ACTION ITEM = An exact copy of every entry is needed here; the images stay out.

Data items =
•••••
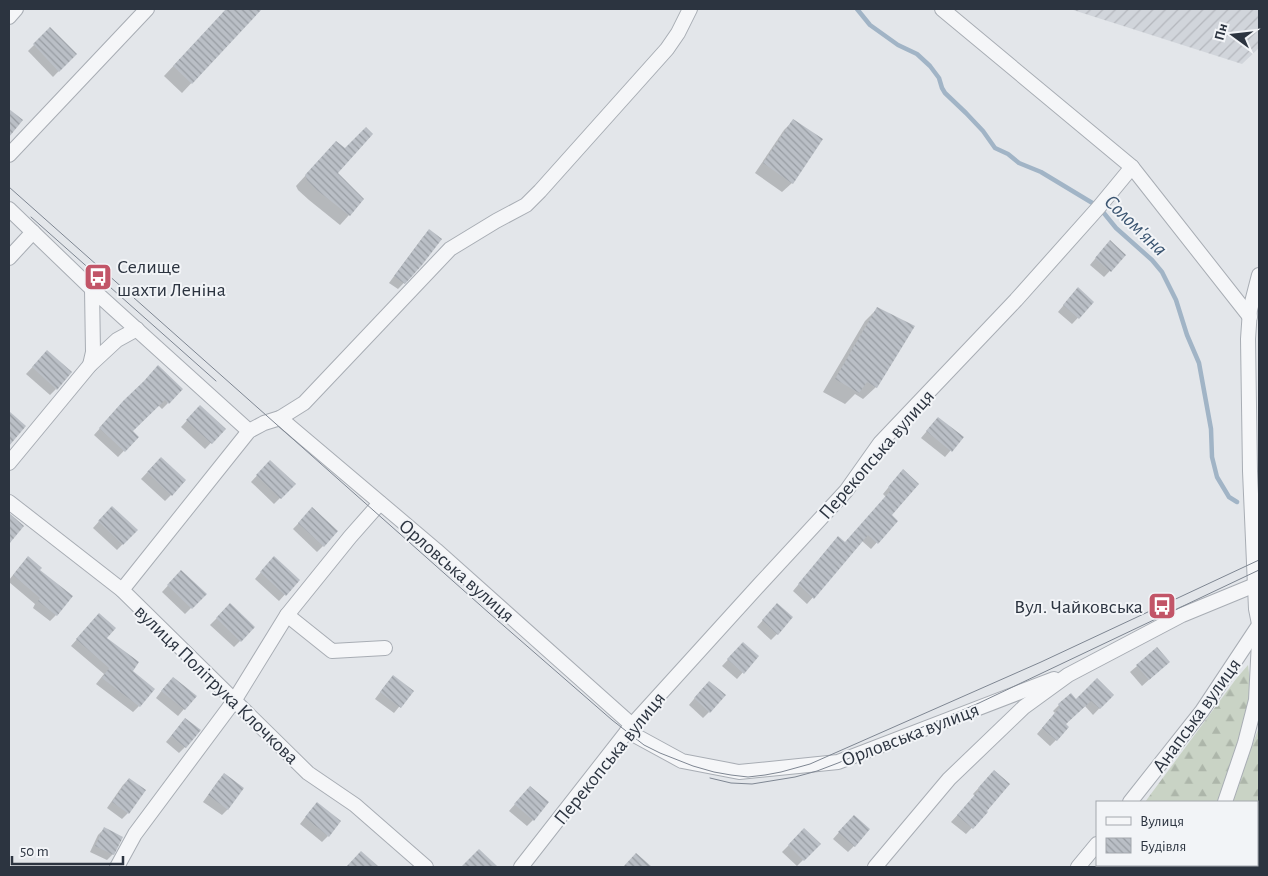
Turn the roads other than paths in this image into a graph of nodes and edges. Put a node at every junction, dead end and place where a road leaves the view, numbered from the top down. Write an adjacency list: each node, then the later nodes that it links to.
1 (16, 9): 5 (street)
2 (147, 9): 6 (street)
3 (690, 9): 16 (street)
4 (942, 9): 7 (street)
5 (9, 17)
6 (9, 155)
7 (1132, 167): 13 (street); 30 (street, Перекопська вулиця)
8 (9, 209): 9 (street)
9 (33, 232): 10 (street); 12 (street)
10 (9, 258)
11 (1259, 275): 13 (street)
12 (92, 289): 14 (street); 15 (street)
13 (1250, 317): 19 (street)
14 (137, 329): 15 (street); 17 (street)
15 (90, 365): 18 (street)
16 (280, 418): 17 (street); 21 (street, Орловська вулиця)
17 (250, 431): 23 (street)
18 (9, 463)
19 (1255, 471): 22 (street)
20 (9, 502): 23 (street, вулиця Політрука Клочкова)
21 (380, 503): 24 (street); 30 (street, Орловська вулиця)
22 (1255, 585): 25 (street); 28 (street)
23 (122, 590): 29 (street, вулиця Політрука Клочкова)
24 (287, 615): 27 (street); 29 (street)
25 (1259, 624): 31 (street, Анапська вулиця)
26 (1259, 641): 32 (street)
27 (385, 648)
28 (1076, 670): 30 (street, Орловська вулиця); 37 (street)
29 (234, 701): 34 (street); 35 (street, вулиця Політрука Клочкова)
30 (629, 728): 36 (street, Перекопська вулиця)
31 (1131, 801)
32 (1226, 801)
33 (1096, 845): 38 (street)
34 (117, 867)
35 (426, 867)
36 (520, 867)
37 (875, 867)
38 (1078, 867)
•••••
SOLVED EXERCISE =
Turn the roads other than paths in this image into a graph of nodes and edges. Put a node at every junction, dead end and place where a road leaves the view, numbered from the top down. Write an adjacency list: each node, then the later nodes that it links to.
1 (16, 9): 5 (street)
2 (147, 9): 6 (street)
3 (690, 9): 16 (street)
4 (942, 9): 7 (street)
5 (9, 17)
6 (9, 155)
7 (1132, 167): 13 (street); 30 (street, Перекопська вулиця)
8 (9, 209): 9 (street)
9 (33, 232): 10 (street); 12 (street)
10 (9, 258)
11 (1259, 275): 13 (street)
12 (92, 289): 14 (street); 15 (street)
13 (1250, 317): 19 (street)
14 (137, 329): 15 (street); 17 (street)
15 (90, 365): 18 (street)
16 (280, 418): 17 (street); 21 (street, Орловська вулиця)
17 (250, 431): 23 (street)
18 (9, 463)
19 (1255, 471): 22 (street)
20 (9, 502): 23 (street, вулиця Політрука Клочкова)
21 (380, 503): 24 (street); 30 (street, Орловська вулиця)
22 (1255, 585): 25 (street); 28 (street)
23 (122, 590): 29 (street, вулиця Політрука Клочкова)
24 (287, 615): 27 (street); 29 (street)
25 (1259, 624): 31 (street, Анапська вулиця)
26 (1259, 641): 32 (street)
27 (385, 648)
28 (1076, 670): 30 (street, Орловська вулиця); 37 (street)
29 (234, 701): 34 (street); 35 (street, вулиця Політрука Клочкова)
30 (629, 728): 36 (street, Перекопська вулиця)
31 (1131, 801)
32 (1226, 801)
33 (1096, 845): 38 (street)
34 (117, 867)
35 (426, 867)
36 (520, 867)
37 (875, 867)
38 (1078, 867)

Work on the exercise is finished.